* **Input for this task**
◆ ◆ ◆ ◆

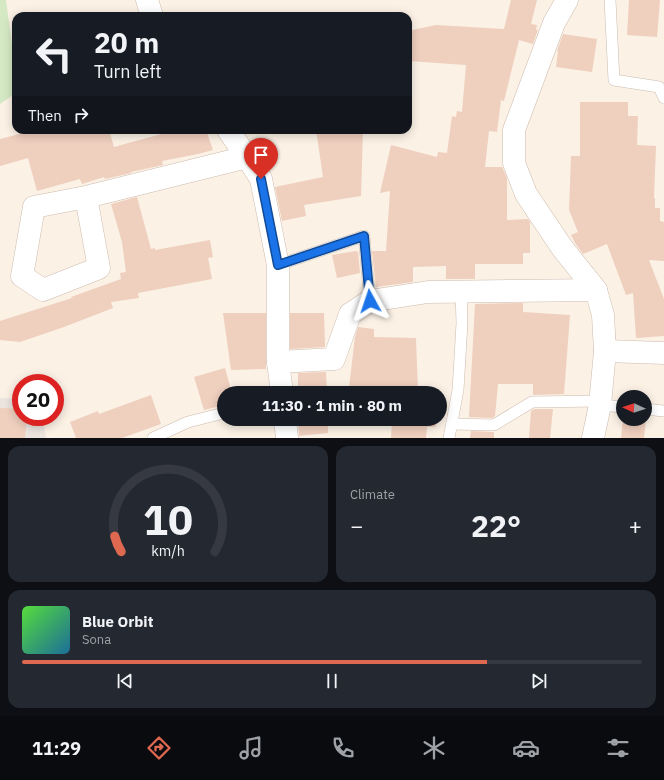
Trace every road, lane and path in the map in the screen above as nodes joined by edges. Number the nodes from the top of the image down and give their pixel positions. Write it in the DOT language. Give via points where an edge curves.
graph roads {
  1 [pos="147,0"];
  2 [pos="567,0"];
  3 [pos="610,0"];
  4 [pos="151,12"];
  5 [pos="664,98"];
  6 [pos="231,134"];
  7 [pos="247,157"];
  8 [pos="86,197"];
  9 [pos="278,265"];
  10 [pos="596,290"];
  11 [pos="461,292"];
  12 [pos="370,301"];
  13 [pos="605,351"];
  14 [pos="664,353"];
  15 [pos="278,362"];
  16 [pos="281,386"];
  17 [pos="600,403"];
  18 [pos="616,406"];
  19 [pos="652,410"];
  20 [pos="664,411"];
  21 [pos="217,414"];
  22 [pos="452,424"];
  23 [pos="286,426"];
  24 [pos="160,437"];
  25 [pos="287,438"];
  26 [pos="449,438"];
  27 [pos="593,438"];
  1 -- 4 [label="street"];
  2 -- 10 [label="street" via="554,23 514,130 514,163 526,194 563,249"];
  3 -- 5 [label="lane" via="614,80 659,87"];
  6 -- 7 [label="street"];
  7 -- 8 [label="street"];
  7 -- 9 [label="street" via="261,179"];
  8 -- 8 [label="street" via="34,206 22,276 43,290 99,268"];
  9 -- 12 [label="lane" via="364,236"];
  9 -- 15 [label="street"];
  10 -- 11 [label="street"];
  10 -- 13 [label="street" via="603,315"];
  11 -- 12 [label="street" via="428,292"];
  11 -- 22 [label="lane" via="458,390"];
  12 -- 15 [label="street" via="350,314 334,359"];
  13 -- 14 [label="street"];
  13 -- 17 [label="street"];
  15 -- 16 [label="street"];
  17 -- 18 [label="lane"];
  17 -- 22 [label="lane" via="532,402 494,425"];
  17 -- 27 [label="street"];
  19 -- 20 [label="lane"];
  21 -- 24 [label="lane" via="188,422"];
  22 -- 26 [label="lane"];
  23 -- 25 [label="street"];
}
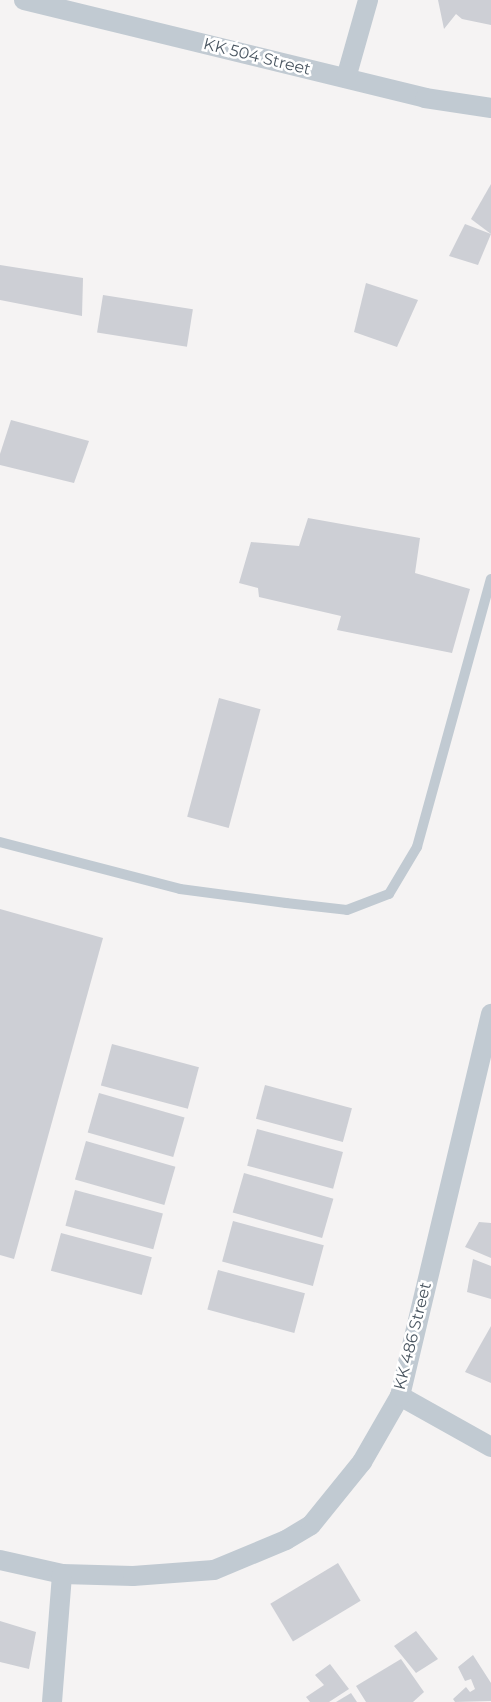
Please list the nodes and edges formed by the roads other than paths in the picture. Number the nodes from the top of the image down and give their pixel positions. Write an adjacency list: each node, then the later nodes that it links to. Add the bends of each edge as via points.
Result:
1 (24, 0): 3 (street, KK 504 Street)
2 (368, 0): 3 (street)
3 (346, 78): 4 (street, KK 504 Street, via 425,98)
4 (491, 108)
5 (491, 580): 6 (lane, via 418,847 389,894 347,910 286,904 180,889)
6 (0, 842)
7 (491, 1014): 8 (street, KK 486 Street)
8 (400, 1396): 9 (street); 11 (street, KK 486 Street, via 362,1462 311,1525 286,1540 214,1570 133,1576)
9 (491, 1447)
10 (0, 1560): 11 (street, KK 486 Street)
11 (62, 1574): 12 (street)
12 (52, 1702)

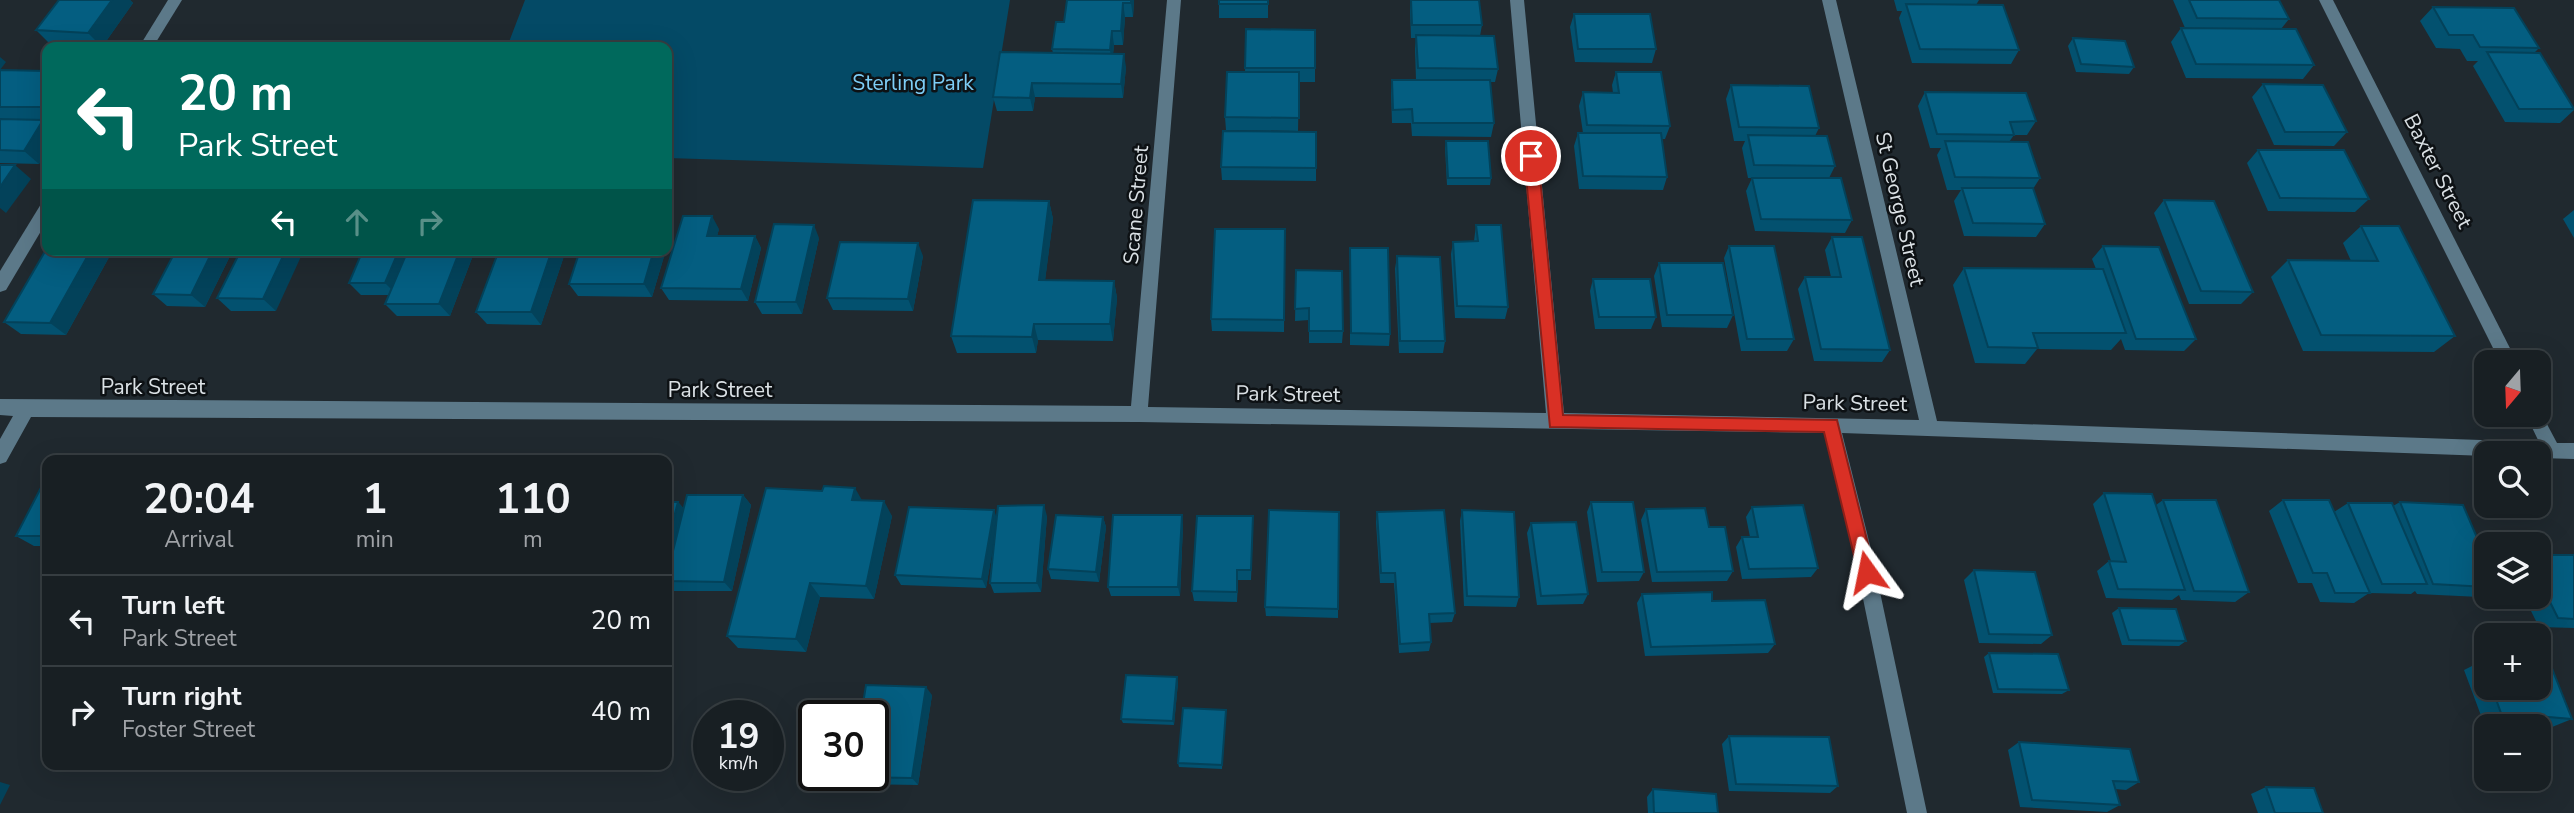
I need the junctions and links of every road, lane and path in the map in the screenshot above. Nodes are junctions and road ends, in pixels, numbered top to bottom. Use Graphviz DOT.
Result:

◆ ◆ ◆ ◆

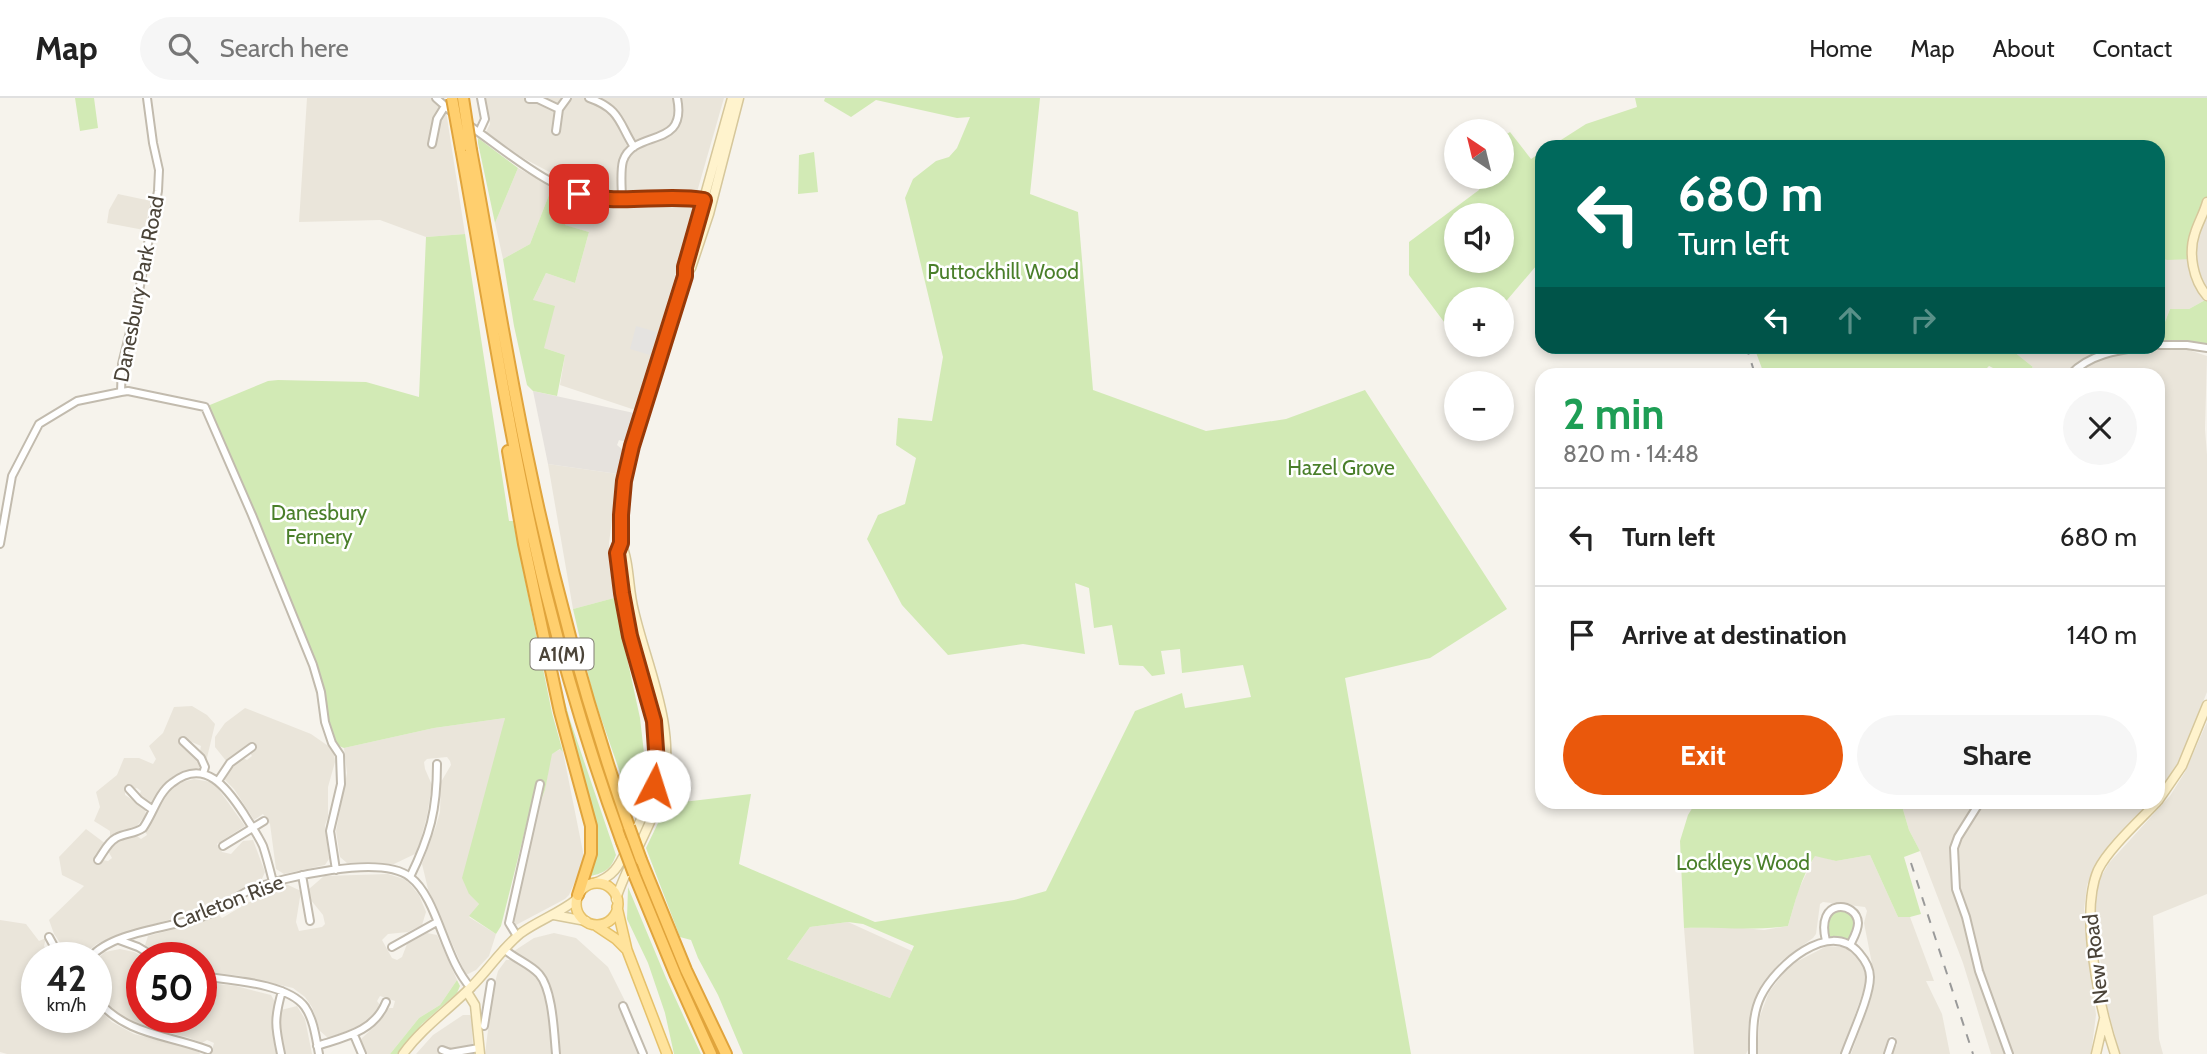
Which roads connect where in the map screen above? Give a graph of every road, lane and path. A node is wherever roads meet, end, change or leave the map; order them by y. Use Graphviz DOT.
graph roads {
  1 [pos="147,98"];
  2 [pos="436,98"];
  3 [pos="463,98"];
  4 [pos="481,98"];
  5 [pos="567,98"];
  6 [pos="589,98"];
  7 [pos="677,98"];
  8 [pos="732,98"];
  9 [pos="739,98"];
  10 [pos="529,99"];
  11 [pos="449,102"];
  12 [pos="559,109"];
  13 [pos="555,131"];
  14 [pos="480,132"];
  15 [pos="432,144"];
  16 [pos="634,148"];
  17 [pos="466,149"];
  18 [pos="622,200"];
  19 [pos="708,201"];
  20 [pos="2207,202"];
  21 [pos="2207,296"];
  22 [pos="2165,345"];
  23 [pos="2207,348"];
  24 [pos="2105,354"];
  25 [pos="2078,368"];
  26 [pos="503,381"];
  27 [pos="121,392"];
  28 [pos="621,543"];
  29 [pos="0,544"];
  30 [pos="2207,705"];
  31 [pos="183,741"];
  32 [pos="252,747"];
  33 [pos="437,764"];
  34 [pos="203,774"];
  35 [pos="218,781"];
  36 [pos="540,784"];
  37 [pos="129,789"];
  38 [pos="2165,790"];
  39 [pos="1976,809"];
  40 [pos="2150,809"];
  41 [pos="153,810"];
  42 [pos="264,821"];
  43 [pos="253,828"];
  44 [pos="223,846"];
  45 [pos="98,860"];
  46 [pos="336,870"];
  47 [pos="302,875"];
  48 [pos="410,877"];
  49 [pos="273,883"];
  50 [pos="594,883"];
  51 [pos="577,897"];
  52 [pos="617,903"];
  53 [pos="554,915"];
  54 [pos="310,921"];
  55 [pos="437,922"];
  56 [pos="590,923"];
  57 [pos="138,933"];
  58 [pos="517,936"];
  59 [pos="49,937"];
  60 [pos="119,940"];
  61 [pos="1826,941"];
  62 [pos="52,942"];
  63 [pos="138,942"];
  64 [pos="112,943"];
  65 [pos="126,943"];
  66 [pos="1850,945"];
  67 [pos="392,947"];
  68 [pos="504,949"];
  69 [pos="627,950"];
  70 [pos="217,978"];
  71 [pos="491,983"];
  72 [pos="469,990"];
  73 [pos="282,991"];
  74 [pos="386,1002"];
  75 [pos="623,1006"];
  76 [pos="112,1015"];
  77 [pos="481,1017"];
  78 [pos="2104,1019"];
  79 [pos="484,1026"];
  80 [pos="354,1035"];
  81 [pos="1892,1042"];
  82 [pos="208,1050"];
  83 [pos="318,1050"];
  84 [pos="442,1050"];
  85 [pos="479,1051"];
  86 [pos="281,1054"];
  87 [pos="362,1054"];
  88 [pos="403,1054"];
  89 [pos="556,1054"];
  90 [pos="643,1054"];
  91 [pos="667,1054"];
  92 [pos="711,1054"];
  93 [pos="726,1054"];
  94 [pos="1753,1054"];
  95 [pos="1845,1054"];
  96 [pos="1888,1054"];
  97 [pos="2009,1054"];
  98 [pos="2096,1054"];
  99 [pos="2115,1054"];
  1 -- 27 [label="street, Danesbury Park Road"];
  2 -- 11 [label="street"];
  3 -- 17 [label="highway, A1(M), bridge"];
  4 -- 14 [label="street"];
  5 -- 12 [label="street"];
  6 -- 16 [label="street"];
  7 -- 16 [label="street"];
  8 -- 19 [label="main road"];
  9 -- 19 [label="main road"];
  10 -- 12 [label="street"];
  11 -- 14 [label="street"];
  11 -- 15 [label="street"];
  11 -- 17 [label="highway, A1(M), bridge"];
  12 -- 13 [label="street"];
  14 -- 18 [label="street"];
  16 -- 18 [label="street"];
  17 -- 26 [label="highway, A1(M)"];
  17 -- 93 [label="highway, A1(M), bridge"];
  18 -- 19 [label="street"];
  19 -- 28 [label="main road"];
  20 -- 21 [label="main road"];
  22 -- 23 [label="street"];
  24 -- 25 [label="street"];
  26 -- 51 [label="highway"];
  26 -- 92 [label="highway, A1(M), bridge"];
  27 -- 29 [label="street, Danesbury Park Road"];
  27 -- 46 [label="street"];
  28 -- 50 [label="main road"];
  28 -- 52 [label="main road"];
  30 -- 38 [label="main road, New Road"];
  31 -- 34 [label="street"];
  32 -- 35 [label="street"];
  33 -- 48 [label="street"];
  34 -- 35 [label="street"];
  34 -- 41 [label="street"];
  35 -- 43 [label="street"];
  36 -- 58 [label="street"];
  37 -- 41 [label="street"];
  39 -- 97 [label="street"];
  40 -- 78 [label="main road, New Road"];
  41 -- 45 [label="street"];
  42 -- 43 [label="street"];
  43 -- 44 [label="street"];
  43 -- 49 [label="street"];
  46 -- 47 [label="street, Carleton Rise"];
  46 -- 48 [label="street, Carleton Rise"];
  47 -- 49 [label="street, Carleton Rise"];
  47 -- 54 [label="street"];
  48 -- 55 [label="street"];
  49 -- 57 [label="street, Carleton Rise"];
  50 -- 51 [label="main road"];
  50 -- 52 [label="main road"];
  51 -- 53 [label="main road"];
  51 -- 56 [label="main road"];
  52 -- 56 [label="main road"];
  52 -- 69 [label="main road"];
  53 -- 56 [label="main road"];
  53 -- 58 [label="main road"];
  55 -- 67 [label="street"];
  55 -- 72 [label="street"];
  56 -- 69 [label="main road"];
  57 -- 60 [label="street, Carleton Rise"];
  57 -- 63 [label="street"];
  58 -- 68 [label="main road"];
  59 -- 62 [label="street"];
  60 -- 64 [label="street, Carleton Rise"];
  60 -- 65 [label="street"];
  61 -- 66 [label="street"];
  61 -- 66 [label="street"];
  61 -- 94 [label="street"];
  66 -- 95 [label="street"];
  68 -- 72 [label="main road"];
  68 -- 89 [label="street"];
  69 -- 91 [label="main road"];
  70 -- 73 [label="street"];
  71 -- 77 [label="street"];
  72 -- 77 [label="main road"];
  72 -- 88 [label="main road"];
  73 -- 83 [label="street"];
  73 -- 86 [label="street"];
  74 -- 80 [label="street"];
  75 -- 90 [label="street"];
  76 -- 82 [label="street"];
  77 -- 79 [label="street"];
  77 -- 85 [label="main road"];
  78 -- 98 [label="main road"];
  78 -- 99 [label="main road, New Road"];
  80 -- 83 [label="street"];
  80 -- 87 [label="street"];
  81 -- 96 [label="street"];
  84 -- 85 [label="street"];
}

◆ ◆ ◆ ◆

* **What this task involves**
If a line in the entries above has the word "links", copy it.

* **Task response**
Please list the nodes and edges formed by the roads other than paths in the picture. Number the nodes from the top of the image down and give their pixel positions. Write an adjacency list: each node, then the later nodes that it links to. Add the bends of each edge as via points.
I need the junctions and links of every road, lane and path in the map in the screenshot above. Nodes are junctions and road ends, in pixels, numbered top to bottom. Use Graphviz DOT.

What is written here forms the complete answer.